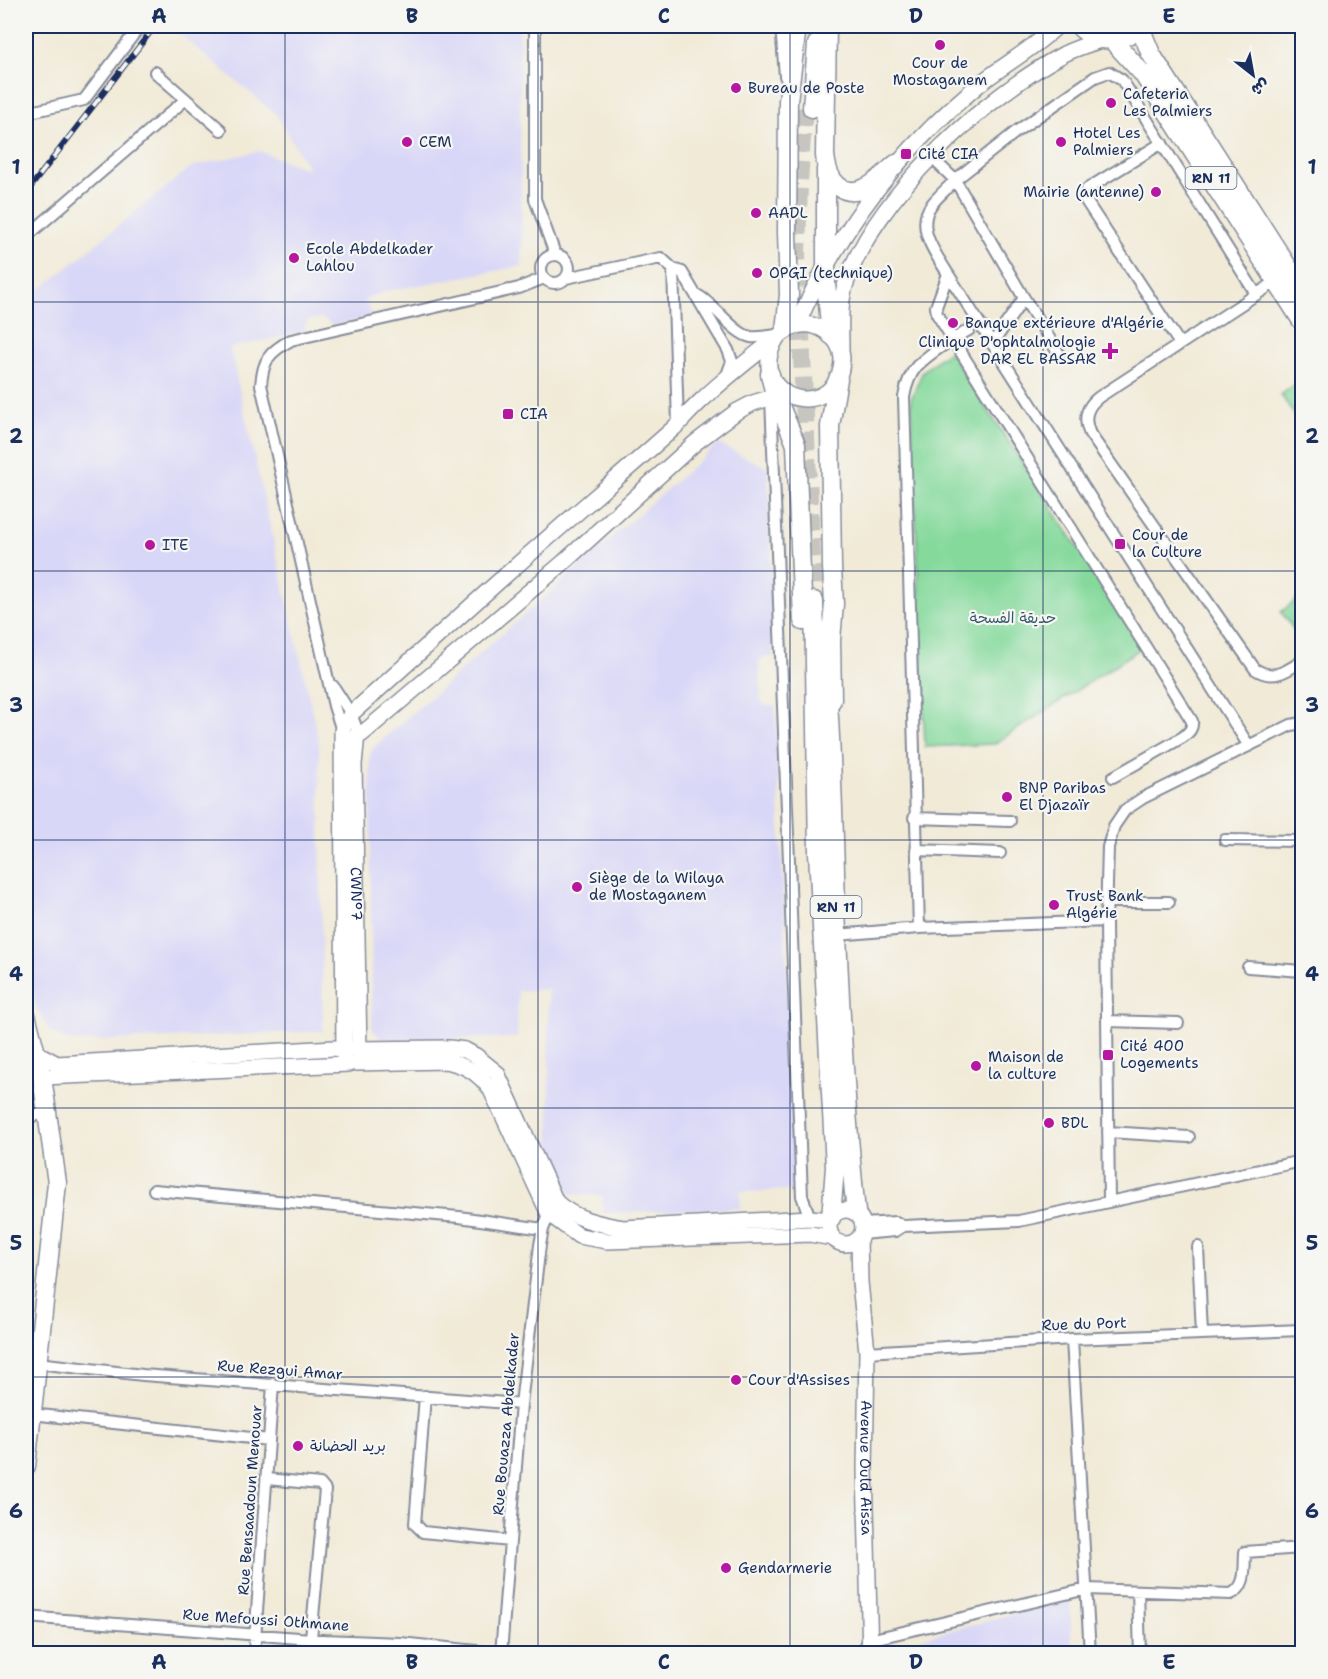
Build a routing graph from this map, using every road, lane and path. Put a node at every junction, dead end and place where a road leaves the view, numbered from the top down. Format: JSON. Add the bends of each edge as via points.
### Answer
{"nodes":[{"id":1,"x":140,"y":26,"type":"edge"},
{"id":2,"x":535,"y":26,"type":"edge"},
{"id":3,"x":781,"y":26,"type":"edge"},
{"id":4,"x":799,"y":26,"type":"edge"},
{"id":5,"x":818,"y":26,"type":"edge"},
{"id":6,"x":827,"y":26,"type":"edge"},
{"id":7,"x":1057,"y":26,"type":"edge"},
{"id":8,"x":1079,"y":26,"type":"edge"},
{"id":9,"x":1141,"y":26,"type":"edge"},
{"id":10,"x":1107,"y":40,"type":"junction"},
{"id":11,"x":155,"y":72,"type":"dead end"},
{"id":12,"x":186,"y":99,"type":"junction"},
{"id":13,"x":801,"y":106,"type":"junction"},
{"id":14,"x":26,"y":113,"type":"edge"},
{"id":15,"x":221,"y":130,"type":"dead end"},
{"id":16,"x":1162,"y":143,"type":"junction"},
{"id":17,"x":931,"y":157,"type":"junction"},
{"id":18,"x":896,"y":164,"type":"junction"},
{"id":19,"x":826,"y":166,"type":"junction"},
{"id":20,"x":955,"y":180,"type":"junction"},
{"id":21,"x":26,"y":237,"type":"edge"},
{"id":22,"x":555,"y":254,"type":"junction"},
{"id":23,"x":826,"y":266,"type":"junction"},
{"id":24,"x":673,"y":269,"type":"junction"},
{"id":25,"x":948,"y":274,"type":"junction"},
{"id":26,"x":544,"y":278,"type":"junction"},
{"id":27,"x":566,"y":278,"type":"junction"},
{"id":28,"x":1277,"y":281,"type":"junction"},
{"id":29,"x":1302,"y":289,"type":"edge"},
{"id":30,"x":1256,"y":294,"type":"junction"},
{"id":31,"x":698,"y":296,"type":"junction"},
{"id":32,"x":1024,"y":298,"type":"junction"},
{"id":33,"x":1302,"y":321,"type":"edge"},
{"id":34,"x":969,"y":330,"type":"dead end"},
{"id":35,"x":784,"y":332,"type":"junction"},
{"id":36,"x":831,"y":334,"type":"junction"},
{"id":37,"x":952,"y":339,"type":"junction"},
{"id":38,"x":992,"y":344,"type":"junction"},
{"id":39,"x":1180,"y":344,"type":"junction"},
{"id":40,"x":1059,"y":354,"type":"dead end"},
{"id":41,"x":842,"y":355,"type":"junction"},
{"id":42,"x":770,"y":374,"type":"joint"},
{"id":43,"x":726,"y":379,"type":"junction"},
{"id":44,"x":838,"y":379,"type":"junction"},
{"id":45,"x":778,"y":395,"type":"junction"},
{"id":46,"x":678,"y":424,"type":"junction"},
{"id":47,"x":817,"y":601,"type":"tunnel mouth"},
{"id":48,"x":1302,"y":661,"type":"edge"},
{"id":49,"x":330,"y":680,"type":"junction"},
{"id":50,"x":1302,"y":723,"type":"edge"},
{"id":51,"x":354,"y":732,"type":"junction"},
{"id":52,"x":1249,"y":746,"type":"junction"},
{"id":53,"x":824,"y":752,"type":"junction"},
{"id":54,"x":1113,"y":777,"type":"dead end"},
{"id":55,"x":914,"y":818,"type":"junction"},
{"id":56,"x":1010,"y":821,"type":"dead end"},
{"id":57,"x":1225,"y":840,"type":"dead end"},
{"id":58,"x":1302,"y":841,"type":"edge"},
{"id":59,"x":916,"y":850,"type":"junction"},
{"id":60,"x":1000,"y":853,"type":"dead end"},
{"id":61,"x":1107,"y":902,"type":"junction"},
{"id":62,"x":1169,"y":902,"type":"dead end"},
{"id":63,"x":1106,"y":921,"type":"junction"},
{"id":64,"x":919,"y":928,"type":"junction"},
{"id":65,"x":837,"y":935,"type":"junction"},
{"id":66,"x":1248,"y":967,"type":"dead end"},
{"id":67,"x":1302,"y":971,"type":"edge"},
{"id":68,"x":26,"y":1015,"type":"edge"},
{"id":69,"x":1107,"y":1022,"type":"junction"},
{"id":70,"x":1178,"y":1023,"type":"dead end"},
{"id":71,"x":30,"y":1054,"type":"edge"},
{"id":72,"x":352,"y":1054,"type":"junction"},
{"id":73,"x":42,"y":1077,"type":"junction"},
{"id":74,"x":48,"y":1112,"type":"junction"},
{"id":75,"x":26,"y":1118,"type":"edge"},
{"id":76,"x":1108,"y":1132,"type":"junction"},
{"id":77,"x":1189,"y":1137,"type":"dead end"},
{"id":78,"x":1302,"y":1161,"type":"edge"},
{"id":79,"x":154,"y":1190,"type":"dead end"},
{"id":80,"x":1109,"y":1202,"type":"junction"},
{"id":81,"x":549,"y":1215,"type":"junction"},
{"id":82,"x":810,"y":1218,"type":"junction"},
{"id":83,"x":831,"y":1219,"type":"junction"},
{"id":84,"x":860,"y":1227,"type":"junction"},
{"id":85,"x":837,"y":1241,"type":"junction"},
{"id":86,"x":1198,"y":1247,"type":"dead end"},
{"id":87,"x":860,"y":1282,"type":"junction"},
{"id":88,"x":1302,"y":1330,"type":"edge"},
{"id":89,"x":1202,"y":1334,"type":"junction"},
{"id":90,"x":1072,"y":1339,"type":"junction"},
{"id":91,"x":867,"y":1352,"type":"junction"},
{"id":92,"x":37,"y":1363,"type":"junction"},
{"id":93,"x":273,"y":1384,"type":"junction"},
{"id":94,"x":425,"y":1396,"type":"junction"},
{"id":95,"x":521,"y":1404,"type":"junction"},
{"id":96,"x":31,"y":1414,"type":"junction"},
{"id":97,"x":269,"y":1440,"type":"junction"},
{"id":98,"x":26,"y":1458,"type":"edge"},
{"id":99,"x":267,"y":1479,"type":"junction"},
{"id":100,"x":510,"y":1541,"type":"junction"},
{"id":101,"x":1302,"y":1548,"type":"edge"},
{"id":102,"x":1087,"y":1589,"type":"junction"},
{"id":103,"x":1138,"y":1591,"type":"junction"},
{"id":104,"x":26,"y":1617,"type":"edge"},
{"id":105,"x":256,"y":1634,"type":"junction"},
{"id":106,"x":311,"y":1638,"type":"junction"},
{"id":107,"x":324,"y":1640,"type":"junction"},
{"id":108,"x":870,"y":1647,"type":"edge"},
{"id":109,"x":400,"y":1648,"type":"edge"},
{"id":110,"x":254,"y":1653,"type":"edge"},
{"id":111,"x":323,"y":1653,"type":"edge"},
{"id":112,"x":502,"y":1653,"type":"edge"},
{"id":113,"x":861,"y":1653,"type":"edge"},
{"id":114,"x":1090,"y":1653,"type":"edge"},
{"id":115,"x":1140,"y":1653,"type":"edge"}],
"edges":[{"from":1,"to":14,"type":"street","via":[[84,100]]},
{"from":2,"to":22,"type":"street","via":[[535,199]]},
{"from":3,"to":13,"type":"street"},
{"from":4,"to":13,"type":"main road"},
{"from":5,"to":13,"type":"main road"},
{"from":6,"to":19,"type":"main road"},
{"from":7,"to":18,"type":"main road","via":[[977,86]]},
{"from":8,"to":10,"type":"main road"},
{"from":9,"to":10,"type":"main road","via":[[1123,38]]},
{"from":9,"to":29,"type":"main road","number":"RN 11","via":[[1152,54]]},
{"from":10,"to":17,"type":"main road","via":[[1067,52],[1008,91]]},
{"from":10,"to":28,"type":"main road","number":"RN 11","via":[[1143,74]]},
{"from":11,"to":12,"type":"street"},
{"from":12,"to":15,"type":"street"},
{"from":12,"to":21,"type":"street"},
{"from":13,"to":35,"type":"main road","via":[[787,232],[789,295]]},
{"from":16,"to":20,"type":"street","via":[[1122,80],[1109,72],[1095,77],[1017,131]]},
{"from":16,"to":30,"type":"street"},
{"from":16,"to":39,"type":"street","via":[[1087,189],[1086,201]]},
{"from":17,"to":20,"type":"street"},
{"from":17,"to":41,"type":"main road","via":[[888,209],[855,260],[842,302]]},
{"from":18,"to":19,"type":"main road","via":[[874,184],[850,191],[835,184]]},
{"from":18,"to":23,"type":"main road","via":[[852,222]]},
{"from":19,"to":23,"type":"main road"},
{"from":20,"to":25,"type":"street","via":[[930,206],[925,220],[926,236]]},
{"from":20,"to":32,"type":"street"},
{"from":22,"to":26,"type":"street","via":[[543,260]]},
{"from":22,"to":27,"type":"street","via":[[568,262]]},
{"from":23,"to":35,"type":"main road"},
{"from":23,"to":36,"type":"main road"},
{"from":24,"to":27,"type":"street","via":[[661,258]]},
{"from":24,"to":31,"type":"street","via":[[682,273]]},
{"from":24,"to":46,"type":"street"},
{"from":25,"to":37,"type":"street","via":[[936,307]]},
{"from":25,"to":38,"type":"street"},
{"from":26,"to":27,"type":"street","via":[[555,283]]},
{"from":26,"to":49,"type":"street","via":[[519,288],[291,340],[278,347],[262,368],[261,385]]},
{"from":28,"to":30,"type":"street"},
{"from":28,"to":33,"type":"main road","number":"RN 11"},
{"from":30,"to":39,"type":"street"},
{"from":31,"to":35,"type":"street","via":[[742,334],[751,337]]},
{"from":31,"to":43,"type":"street","via":[[732,361]]},
{"from":32,"to":38,"type":"street"},
{"from":32,"to":40,"type":"street"},
{"from":34,"to":37,"type":"street"},
{"from":35,"to":36,"type":"main road","via":[[809,324]]},
{"from":35,"to":42,"type":"main road","via":[[769,350]]},
{"from":35,"to":43,"type":"main road"},
{"from":36,"to":41,"type":"main road"},
{"from":37,"to":54,"type":"street","via":[[1192,722],[1183,737]]},
{"from":37,"to":55,"type":"street","via":[[916,367],[904,397]]},
{"from":38,"to":52,"type":"street"},
{"from":39,"to":48,"type":"street","via":[[1093,402],[1087,413],[1090,434],[1255,669],[1275,675]]},
{"from":41,"to":44,"type":"main road"},
{"from":42,"to":45,"type":"main road","via":[[772,388]]},
{"from":43,"to":46,"type":"main road"},
{"from":44,"to":45,"type":"main road","via":[[821,395],[809,399]]},
{"from":44,"to":53,"type":"main road","via":[[830,426],[834,604]]},
{"from":45,"to":51,"type":"main road","via":[[736,412],[695,443],[564,562]]},
{"from":45,"to":53,"type":"main road","via":[[796,445],[803,619]]},
{"from":45,"to":82,"type":"street","via":[[802,1196]]},
{"from":46,"to":51,"type":"main road"},
{"from":47,"to":53,"type":"main road","number":"RN 11"},
{"from":49,"to":51,"type":"street"},
{"from":49,"to":51,"type":"street","via":[[334,706]]},
{"from":50,"to":52,"type":"street"},
{"from":51,"to":72,"type":"main road"},
{"from":51,"to":72,"type":"main road","name":"CWN°7"},
{"from":52,"to":61,"type":"street","via":[[1125,810],[1114,826],[1108,847]]},
{"from":53,"to":65,"type":"main road","number":"RN 11"},
{"from":53,"to":83,"type":"main road","number":"RN 11","via":[[818,853],[834,1156]]},
{"from":55,"to":56,"type":"street"},
{"from":55,"to":59,"type":"street"},
{"from":57,"to":58,"type":"street"},
{"from":59,"to":60,"type":"street"},
{"from":59,"to":64,"type":"street"},
{"from":61,"to":62,"type":"street"},
{"from":61,"to":63,"type":"street"},
{"from":63,"to":64,"type":"street"},
{"from":63,"to":69,"type":"street"},
{"from":64,"to":65,"type":"street"},
{"from":65,"to":84,"type":"main road","number":"RN 11","via":[[851,1167]]},
{"from":66,"to":67,"type":"street"},
{"from":68,"to":71,"type":"main road"},
{"from":69,"to":70,"type":"street"},
{"from":69,"to":76,"type":"street"},
{"from":71,"to":72,"type":"main road","via":[[57,1064],[334,1048]]},
{"from":71,"to":73,"type":"main road"},
{"from":72,"to":73,"type":"main road"},
{"from":72,"to":81,"type":"main road","via":[[445,1062],[472,1070],[491,1090]]},
{"from":73,"to":74,"type":"main road"},
{"from":74,"to":75,"type":"street"},
{"from":74,"to":92,"type":"main road","via":[[57,1183]]},
{"from":76,"to":77,"type":"street"},
{"from":76,"to":80,"type":"street"},
{"from":78,"to":80,"type":"street"},
{"from":79,"to":81,"type":"street","via":[[447,1216]]},
{"from":80,"to":84,"type":"street","via":[[1019,1221],[903,1226],[895,1231]]},
{"from":81,"to":82,"type":"main road","via":[[566,1211],[623,1228]]},
{"from":81,"to":85,"type":"main road","via":[[579,1236],[607,1241],[810,1234]]},
{"from":81,"to":95,"type":"street","name":"Rue Bouazza Abdelkader"},
{"from":82,"to":83,"type":"main road"},
{"from":83,"to":84,"type":"main road","via":[[843,1210]]},
{"from":83,"to":85,"type":"main road","via":[[830,1232]]},
{"from":84,"to":85,"type":"main road","via":[[851,1243]]},
{"from":84,"to":87,"type":"main road","name":"Avenue Ould Aissa"},
{"from":85,"to":87,"type":"main road"},
{"from":86,"to":89,"type":"street"},
{"from":87,"to":91,"type":"main road","name":"Avenue Ould Aissa"},
{"from":88,"to":89,"type":"street","name":"Rue du Port"},
{"from":89,"to":90,"type":"street","name":"Rue du Port"},
{"from":90,"to":91,"type":"street","name":"Rue du Port"},
{"from":90,"to":102,"type":"street"},
{"from":91,"to":108,"type":"main road","name":"Avenue Ould Aissa"},
{"from":92,"to":93,"type":"street","name":"Rue Rezgui Amar"},
{"from":92,"to":96,"type":"main road"},
{"from":93,"to":94,"type":"street","name":"Rue Rezgui Amar"},
{"from":93,"to":97,"type":"street","name":"Rue Bensaadoun Menouar"},
{"from":94,"to":95,"type":"street","name":"Rue Rezgui Amar"},
{"from":94,"to":100,"type":"street","via":[[415,1524],[423,1532]]},
{"from":95,"to":100,"type":"street","name":"Rue Bouazza Abdelkader"},
{"from":96,"to":97,"type":"street"},
{"from":96,"to":98,"type":"main road"},
{"from":97,"to":99,"type":"street","name":"Rue Bensaadoun Menouar"},
{"from":99,"to":105,"type":"street","name":"Rue Bensaadoun Menouar"},
{"from":99,"to":106,"type":"street","via":[[320,1484],[325,1490]]},
{"from":100,"to":112,"type":"street","name":"Rue Bouazza Abdelkader"},
{"from":101,"to":103,"type":"street","via":[[1245,1552],[1243,1584],[1231,1594]]},
{"from":102,"to":103,"type":"street"},
{"from":102,"to":108,"type":"street"},
{"from":102,"to":114,"type":"street"},
{"from":103,"to":115,"type":"street"},
{"from":104,"to":105,"type":"street","name":"Rue Mefoussi Othmane"},
{"from":105,"to":106,"type":"street","name":"Rue Mefoussi Othmane"},
{"from":105,"to":110,"type":"street","name":"Rue Bensaadoun Menouar"},
{"from":106,"to":107,"type":"street","name":"Rue Mefoussi Othmane"},
{"from":107,"to":109,"type":"street","name":"Rue Mefoussi Othmane"},
{"from":107,"to":111,"type":"street"},
{"from":108,"to":113,"type":"street"},
{"from":109,"to":112,"type":"street","name":"Rue Mefoussi Othmane"}]}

== == ==

**Task goal**
Say how many lines of the records contain the word "Mefoussi", and give no other output.

**Expected output**
5